EXERCISE INSTRUCTIONS. Copy out each line of the material in which the word "Court" appears.
**********
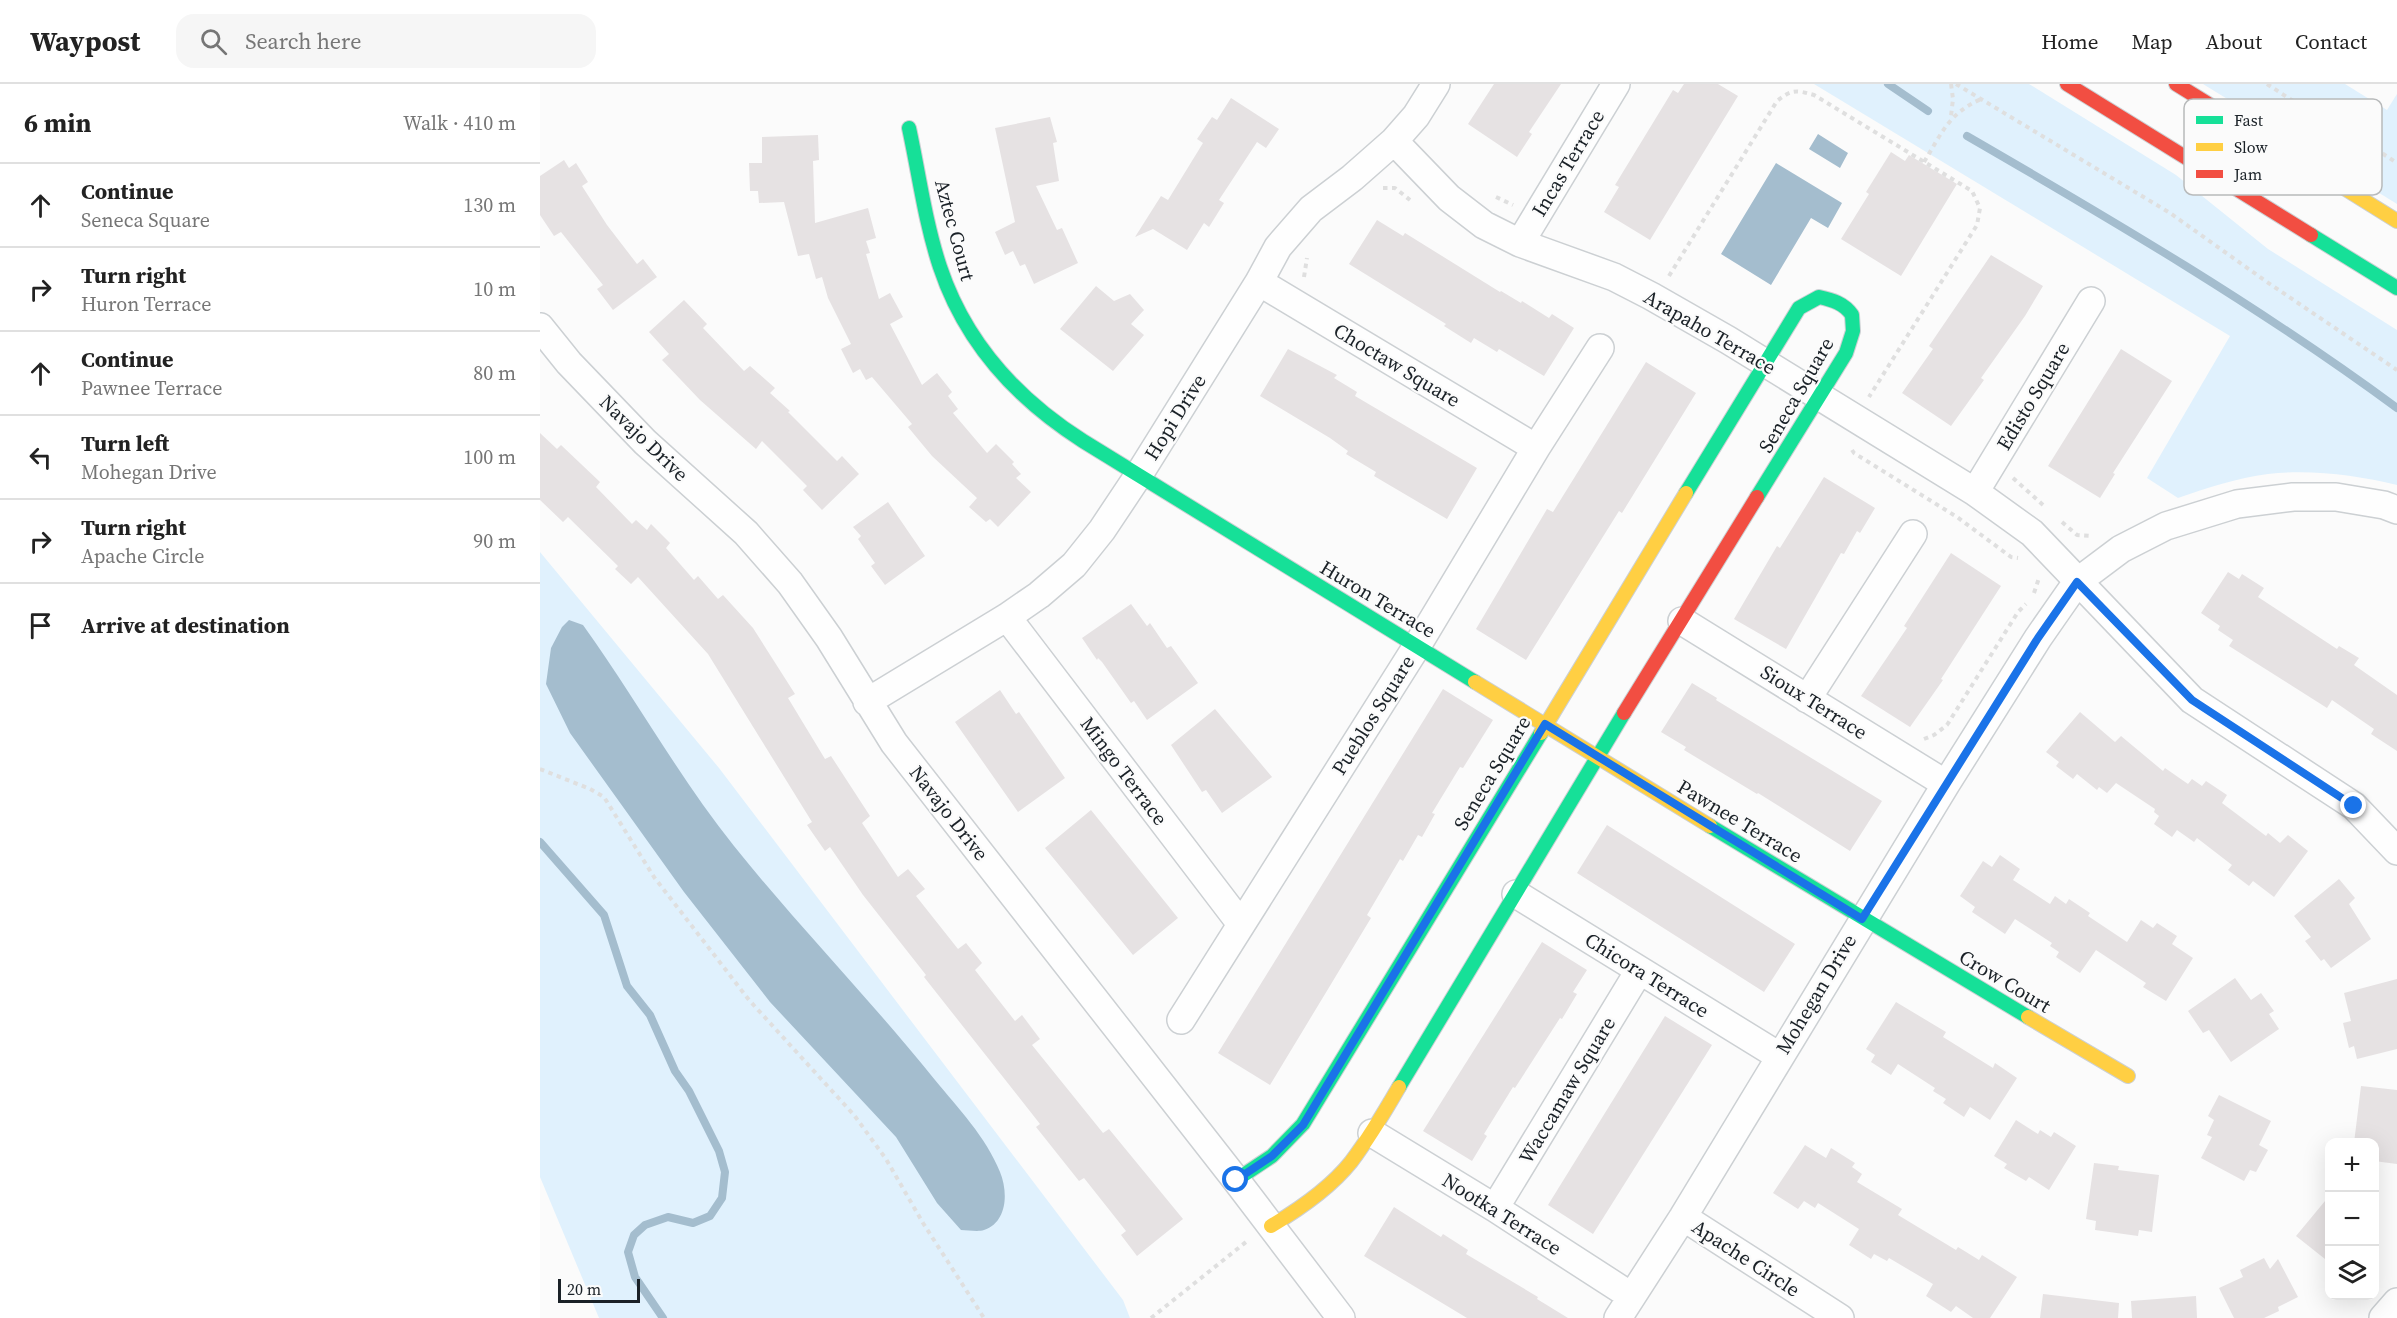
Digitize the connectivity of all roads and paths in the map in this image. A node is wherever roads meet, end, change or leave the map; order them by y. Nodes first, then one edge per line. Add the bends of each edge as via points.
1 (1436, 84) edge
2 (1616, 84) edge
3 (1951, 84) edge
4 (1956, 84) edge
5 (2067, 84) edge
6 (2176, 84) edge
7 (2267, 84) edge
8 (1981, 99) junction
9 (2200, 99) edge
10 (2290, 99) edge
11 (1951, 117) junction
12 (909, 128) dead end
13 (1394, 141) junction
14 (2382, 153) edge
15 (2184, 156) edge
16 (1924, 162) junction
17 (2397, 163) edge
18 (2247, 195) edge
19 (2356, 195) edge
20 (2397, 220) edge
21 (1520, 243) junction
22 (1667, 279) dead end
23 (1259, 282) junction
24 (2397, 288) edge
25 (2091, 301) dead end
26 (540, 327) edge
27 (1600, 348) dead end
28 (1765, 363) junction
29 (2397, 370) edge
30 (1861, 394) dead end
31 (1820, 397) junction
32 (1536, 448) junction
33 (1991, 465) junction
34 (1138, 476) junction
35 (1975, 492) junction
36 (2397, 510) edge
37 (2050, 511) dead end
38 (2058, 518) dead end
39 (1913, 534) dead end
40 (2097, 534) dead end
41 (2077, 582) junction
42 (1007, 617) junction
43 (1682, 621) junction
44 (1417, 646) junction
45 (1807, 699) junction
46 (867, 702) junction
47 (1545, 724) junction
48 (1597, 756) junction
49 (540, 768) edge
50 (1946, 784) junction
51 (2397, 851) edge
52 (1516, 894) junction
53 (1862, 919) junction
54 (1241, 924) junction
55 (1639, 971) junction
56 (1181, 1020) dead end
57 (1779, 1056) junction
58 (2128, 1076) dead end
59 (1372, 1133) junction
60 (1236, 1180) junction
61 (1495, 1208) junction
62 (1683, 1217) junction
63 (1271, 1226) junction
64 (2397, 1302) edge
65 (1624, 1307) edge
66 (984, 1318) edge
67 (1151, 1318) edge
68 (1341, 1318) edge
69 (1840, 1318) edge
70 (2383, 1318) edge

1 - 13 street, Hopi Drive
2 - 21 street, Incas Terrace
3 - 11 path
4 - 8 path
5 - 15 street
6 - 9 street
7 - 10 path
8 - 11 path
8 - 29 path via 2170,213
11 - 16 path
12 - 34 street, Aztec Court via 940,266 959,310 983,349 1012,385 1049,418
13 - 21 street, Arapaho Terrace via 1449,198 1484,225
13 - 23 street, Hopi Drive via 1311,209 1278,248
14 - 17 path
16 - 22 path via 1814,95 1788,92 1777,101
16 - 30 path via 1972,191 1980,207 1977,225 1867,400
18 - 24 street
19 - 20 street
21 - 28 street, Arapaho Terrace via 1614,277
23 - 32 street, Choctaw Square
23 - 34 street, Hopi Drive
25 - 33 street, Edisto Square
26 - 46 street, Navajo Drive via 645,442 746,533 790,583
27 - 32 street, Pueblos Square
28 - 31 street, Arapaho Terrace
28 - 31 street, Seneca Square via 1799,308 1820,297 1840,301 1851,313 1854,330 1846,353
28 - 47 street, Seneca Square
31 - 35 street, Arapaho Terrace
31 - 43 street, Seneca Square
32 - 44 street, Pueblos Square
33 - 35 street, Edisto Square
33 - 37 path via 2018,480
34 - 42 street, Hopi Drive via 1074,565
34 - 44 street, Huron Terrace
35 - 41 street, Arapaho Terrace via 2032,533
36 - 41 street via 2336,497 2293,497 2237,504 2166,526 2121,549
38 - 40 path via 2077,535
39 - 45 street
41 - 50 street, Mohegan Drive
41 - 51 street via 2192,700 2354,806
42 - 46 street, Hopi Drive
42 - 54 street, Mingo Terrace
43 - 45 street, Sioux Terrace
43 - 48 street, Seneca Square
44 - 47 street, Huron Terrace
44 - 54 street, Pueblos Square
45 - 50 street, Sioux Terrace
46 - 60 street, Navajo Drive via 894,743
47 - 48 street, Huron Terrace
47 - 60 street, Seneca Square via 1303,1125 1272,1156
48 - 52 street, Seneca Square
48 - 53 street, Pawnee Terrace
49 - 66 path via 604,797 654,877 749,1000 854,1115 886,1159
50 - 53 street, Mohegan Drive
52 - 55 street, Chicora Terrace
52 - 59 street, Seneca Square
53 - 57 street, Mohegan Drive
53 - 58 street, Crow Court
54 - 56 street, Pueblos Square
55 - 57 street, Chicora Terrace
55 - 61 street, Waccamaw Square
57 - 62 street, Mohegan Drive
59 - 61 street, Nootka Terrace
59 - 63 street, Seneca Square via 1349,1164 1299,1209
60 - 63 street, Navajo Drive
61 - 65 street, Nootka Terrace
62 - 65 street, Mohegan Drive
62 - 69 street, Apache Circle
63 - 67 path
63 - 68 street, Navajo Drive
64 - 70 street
**********
RESPONSE AREA.
12 - 34 street, Aztec Court via 940,266 959,310 983,349 1012,385 1049,418
53 - 58 street, Crow Court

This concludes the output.